Stored items:
++++++++++++++++++++

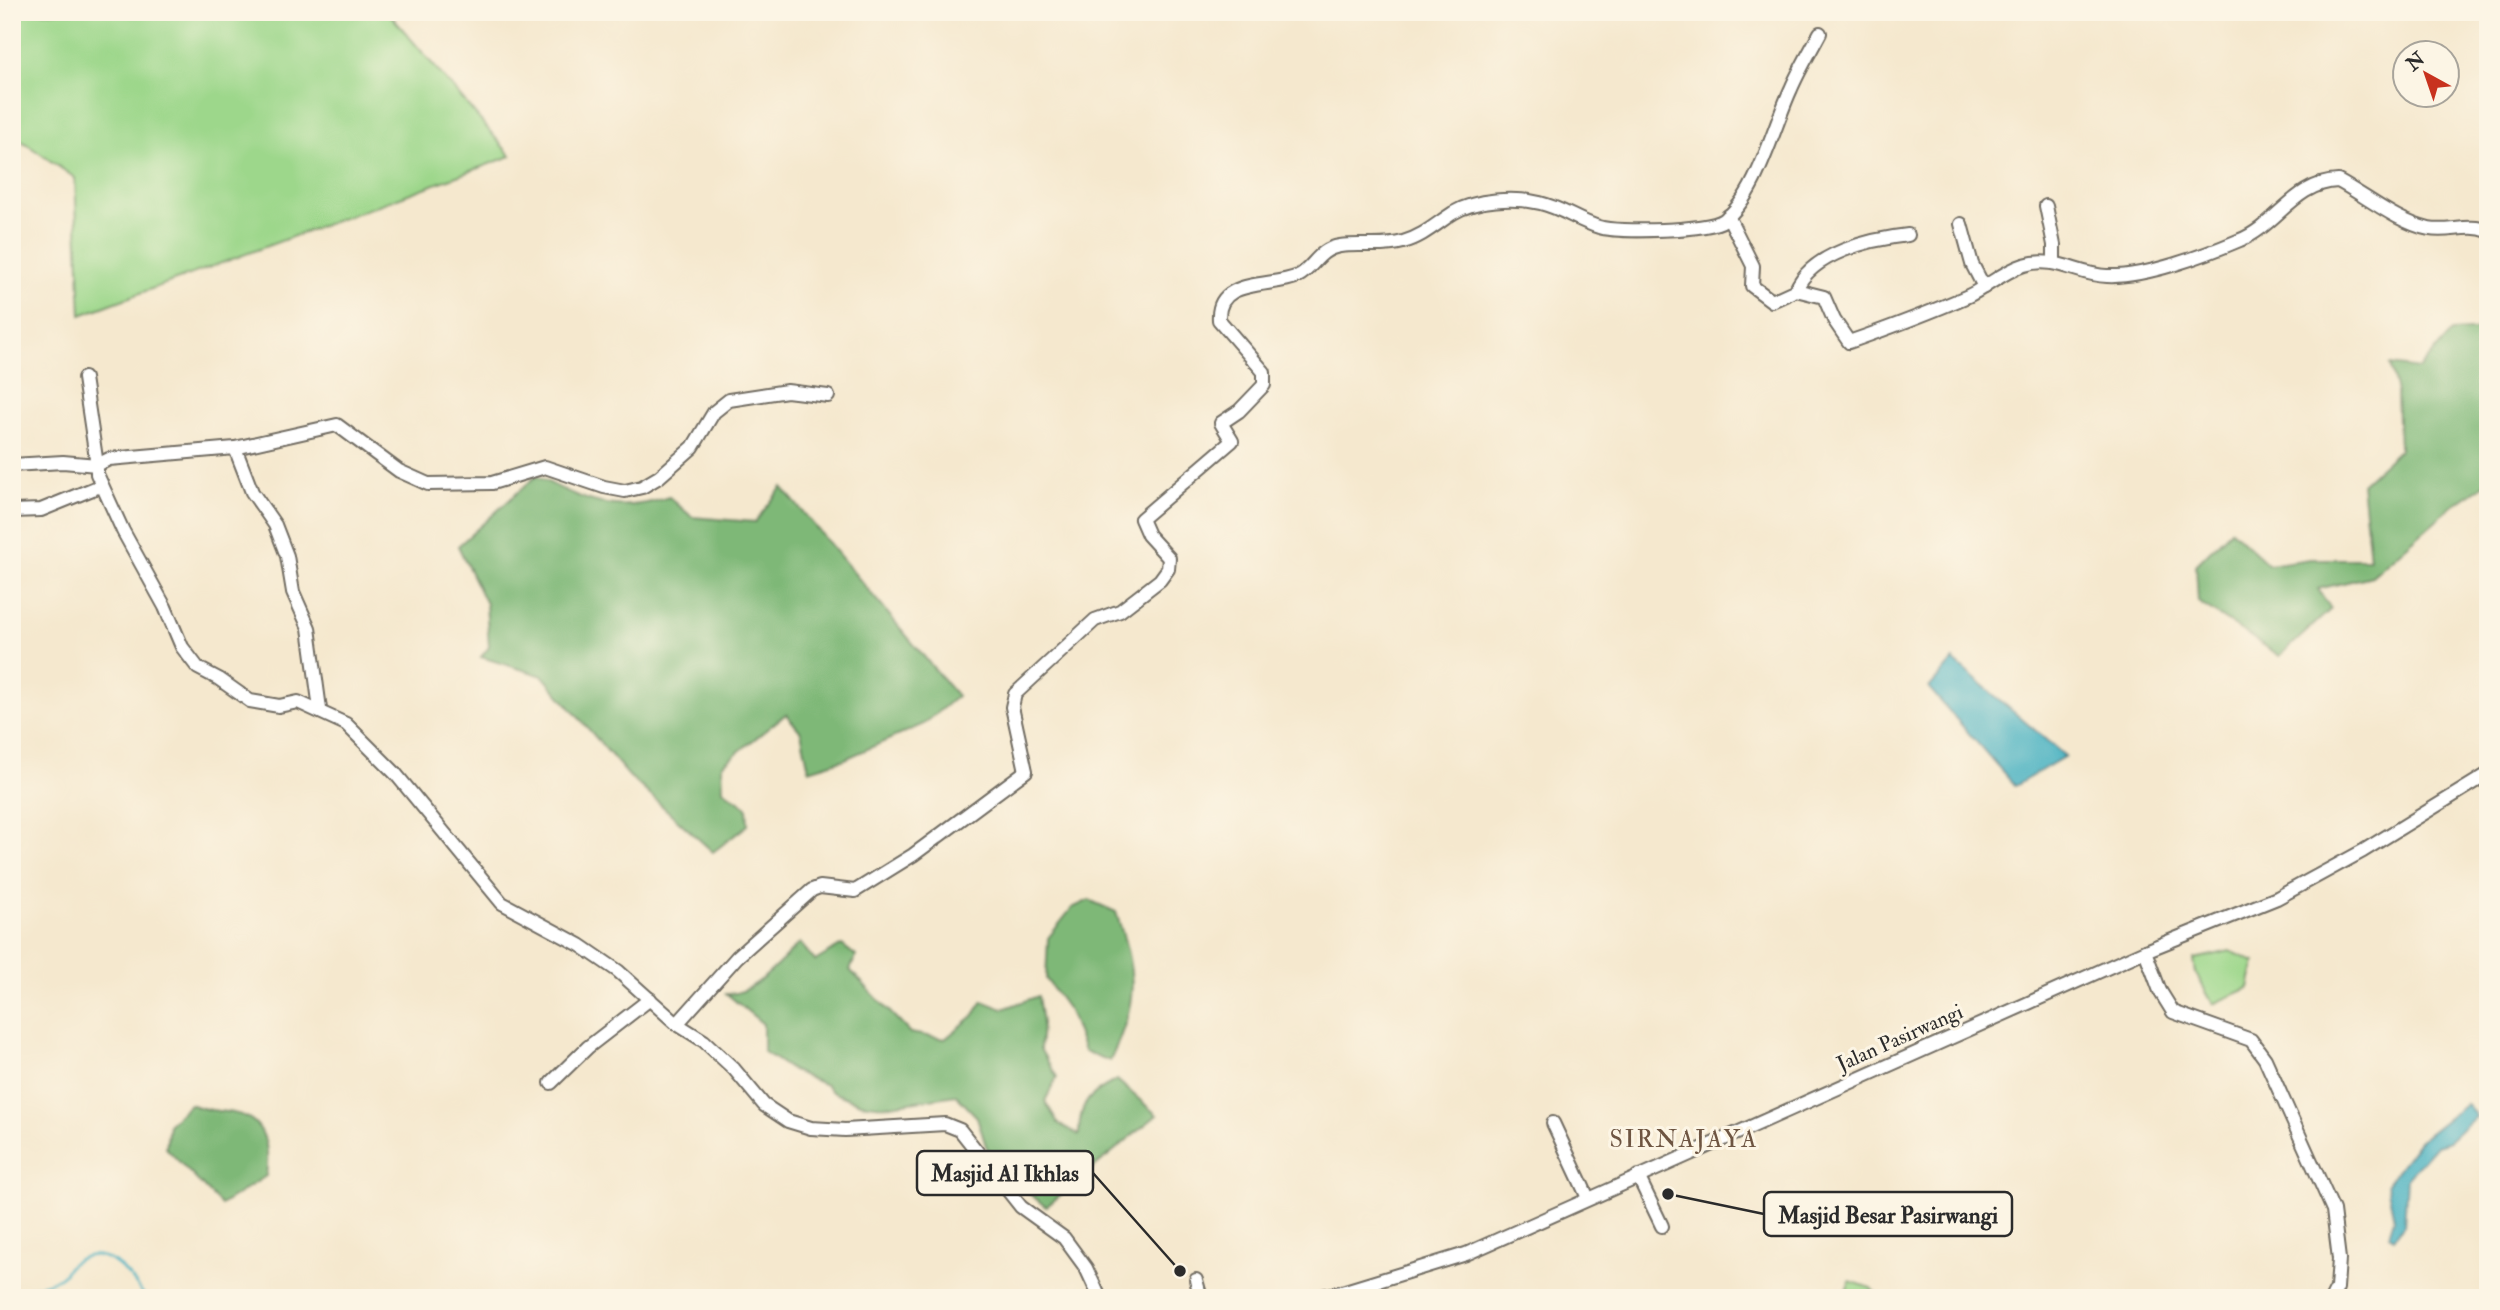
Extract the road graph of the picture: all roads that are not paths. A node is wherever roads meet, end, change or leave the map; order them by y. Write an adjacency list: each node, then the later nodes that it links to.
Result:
1 (1820, 33): 3 (street)
2 (2046, 206): 7 (street)
3 (1728, 216): 9 (street); 21 (street)
4 (1961, 224): 8 (street)
5 (2488, 231): 7 (street)
6 (1908, 235): 9 (street)
7 (2054, 261): 8 (street)
8 (1984, 287): 9 (street)
9 (1796, 290)
10 (84, 378): 14 (street)
11 (828, 396): 12 (street)
12 (235, 448): 14 (street); 17 (street)
13 (12, 465): 14 (street)
14 (97, 465): 15 (street)
15 (100, 486): 16 (street); 17 (street)
16 (12, 511)
17 (320, 709): 20 (street)
18 (2488, 774): 19 (street, Jalan Pasirwangi)
19 (2145, 951): 24 (street, Jalan Pasirwangi); 31 (street)
20 (650, 999): 21 (street); 22 (street)
21 (677, 1024): 28 (street)
22 (551, 1083)
23 (1553, 1123): 25 (street)
24 (1638, 1176): 25 (street, Jalan Pasirwangi); 26 (street)
25 (1588, 1198): 30 (street, Jalan Pasirwangi)
26 (1662, 1226)
27 (1196, 1280): 29 (street)
28 (1100, 1298)
29 (1200, 1298)
30 (1311, 1298)
31 (2332, 1298)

++++++++++++++++++++

ACTIVITY: Every entry belongs in the answer exactly as written, but no picture does.

THE ANSWER:
Extract the road graph of the picture: all roads that are not paths. A node is wherever roads meet, end, change or leave the map; order them by y. Write an adjacency list: each node, then the later nodes that it links to.
Result:
1 (1820, 33): 3 (street)
2 (2046, 206): 7 (street)
3 (1728, 216): 9 (street); 21 (street)
4 (1961, 224): 8 (street)
5 (2488, 231): 7 (street)
6 (1908, 235): 9 (street)
7 (2054, 261): 8 (street)
8 (1984, 287): 9 (street)
9 (1796, 290)
10 (84, 378): 14 (street)
11 (828, 396): 12 (street)
12 (235, 448): 14 (street); 17 (street)
13 (12, 465): 14 (street)
14 (97, 465): 15 (street)
15 (100, 486): 16 (street); 17 (street)
16 (12, 511)
17 (320, 709): 20 (street)
18 (2488, 774): 19 (street, Jalan Pasirwangi)
19 (2145, 951): 24 (street, Jalan Pasirwangi); 31 (street)
20 (650, 999): 21 (street); 22 (street)
21 (677, 1024): 28 (street)
22 (551, 1083)
23 (1553, 1123): 25 (street)
24 (1638, 1176): 25 (street, Jalan Pasirwangi); 26 (street)
25 (1588, 1198): 30 (street, Jalan Pasirwangi)
26 (1662, 1226)
27 (1196, 1280): 29 (street)
28 (1100, 1298)
29 (1200, 1298)
30 (1311, 1298)
31 (2332, 1298)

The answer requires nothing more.